O processo foi protocolado em 6 de janeiro de 2026 e aponta que, desde 14 de agosto de 2025, a cidade enfrenta interrupções diárias no fornecimento de energia, com cortes que variam entre cinco e oito horas, especialmente no período da tarde. As falhas — segundo a ação — atingem cerca de 1.500 ligações residenciais, o que representa aproximadamente 4 mil moradores impactados.
A ação ressalta que as oscilações de tensão no fornecimento de energia têm danificado equipamentos essenciais da Estação de Tratamento de Água (ETA), incluindo bombas submersas e quadros de comando elétrico, comprometendo a captação, tratamento e distribuição de água à população.
De acordo com a prefeita, tentativas de resolução administrativa foram infrutíferas, com a concessionária limitando-se a atribuir as oscilações a condições climáticas, como altas temperaturas ou chuvas.

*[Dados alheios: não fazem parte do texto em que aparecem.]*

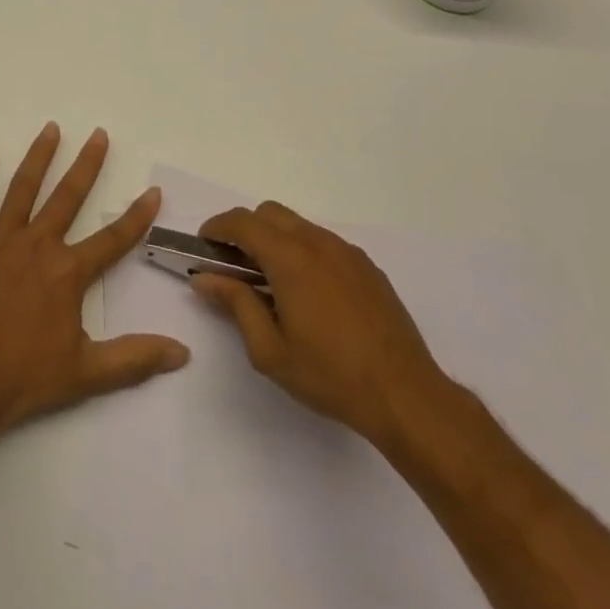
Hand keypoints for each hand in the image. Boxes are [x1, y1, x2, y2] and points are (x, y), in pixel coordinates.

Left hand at [0, 124, 189, 432]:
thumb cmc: (23, 378)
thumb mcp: (86, 374)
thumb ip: (134, 358)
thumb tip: (183, 353)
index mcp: (68, 273)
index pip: (112, 239)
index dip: (136, 216)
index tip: (153, 190)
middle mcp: (38, 245)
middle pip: (68, 196)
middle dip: (87, 164)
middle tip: (98, 134)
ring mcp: (0, 240)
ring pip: (23, 188)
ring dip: (39, 156)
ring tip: (51, 128)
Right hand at [191, 201, 456, 456]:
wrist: (406, 396)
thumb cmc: (331, 375)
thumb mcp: (270, 350)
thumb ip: (235, 305)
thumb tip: (205, 278)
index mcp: (290, 258)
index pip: (242, 223)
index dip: (217, 227)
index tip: (203, 245)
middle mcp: (317, 243)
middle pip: (269, 213)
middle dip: (245, 229)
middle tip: (234, 264)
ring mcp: (346, 252)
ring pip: (298, 225)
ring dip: (275, 239)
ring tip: (270, 281)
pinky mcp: (367, 266)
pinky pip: (323, 243)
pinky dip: (303, 251)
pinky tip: (308, 293)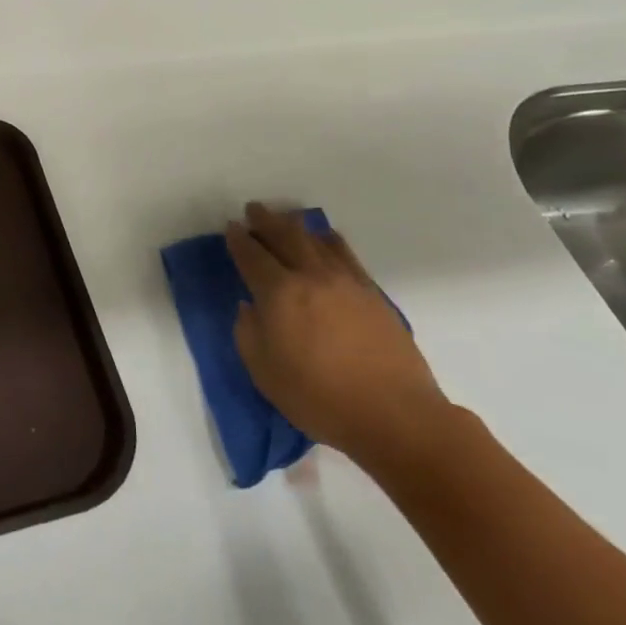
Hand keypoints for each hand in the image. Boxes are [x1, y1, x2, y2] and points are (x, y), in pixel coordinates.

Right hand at [227, 202, 451, 470]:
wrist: (394, 414)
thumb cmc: (320, 398)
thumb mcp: (264, 373)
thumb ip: (248, 333)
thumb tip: (250, 307)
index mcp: (279, 293)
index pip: (252, 255)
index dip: (238, 239)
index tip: (231, 227)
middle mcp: (310, 276)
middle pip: (284, 235)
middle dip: (265, 220)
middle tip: (254, 210)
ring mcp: (344, 280)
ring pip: (315, 239)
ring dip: (295, 225)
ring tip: (286, 220)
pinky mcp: (371, 291)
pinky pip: (344, 252)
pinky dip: (329, 239)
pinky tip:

A prefeita baseia a ação no dano coletivo decorrente da falha na prestação de serviço essencial (energia elétrica) e no efeito negativo sobre outro serviço essencial (abastecimento de água), além de apontar violação de direitos constitucionais e do consumidor.
Entre os pedidos liminares estão:
- Adoção imediata de medidas técnicas para corrigir oscilações e quedas de energia;
- Disponibilização de gerador de energia na ETA até a conclusão dos reparos;
- Fiscalização da Agência Nacional de Energia Elétrica (Aneel) sobre as providências adotadas pela Energisa;
- Multa diária de R$ 10 mil em caso de descumprimento;
- Indenização de R$ 75.154 por danos materiais aos equipamentos.
Em nota, a Energisa informou que realizou vistoria técnica no município após os relatos de oscilações e identificou que um aumento da carga elétrica — decorrente da troca, pela prefeitura, de uma bomba por outra de maior potência sem comunicação prévia à empresa — teria levado o transformador a operar acima de sua capacidade prevista. A concessionária afirma ter substituído o equipamento para restabelecer a segurança do fornecimento.
A empresa também ressaltou que é indispensável que a prefeitura adequação da fiação interna da unidade de captação de água para que o sistema funcione adequadamente e que suas equipes técnicas já orientaram os responsáveis sobre essas necessidades, mantendo-se à disposição para colaborar.
O caso reflete um litígio crescente entre municípios e concessionárias de energia no Brasil, em que falhas na prestação de serviços essenciais geram ações judiciais. Decisões recentes em Mato Grosso já determinaram a reconexão de energia e aplicação de multa em outros casos de cortes considerados irregulares por Justiça local.
A antecipação de tutela no processo poderá determinar medidas urgentes que mitiguem os efeitos das interrupções no fornecimento de energia e restabeleçam serviços essenciais à população de Barão de Melgaço.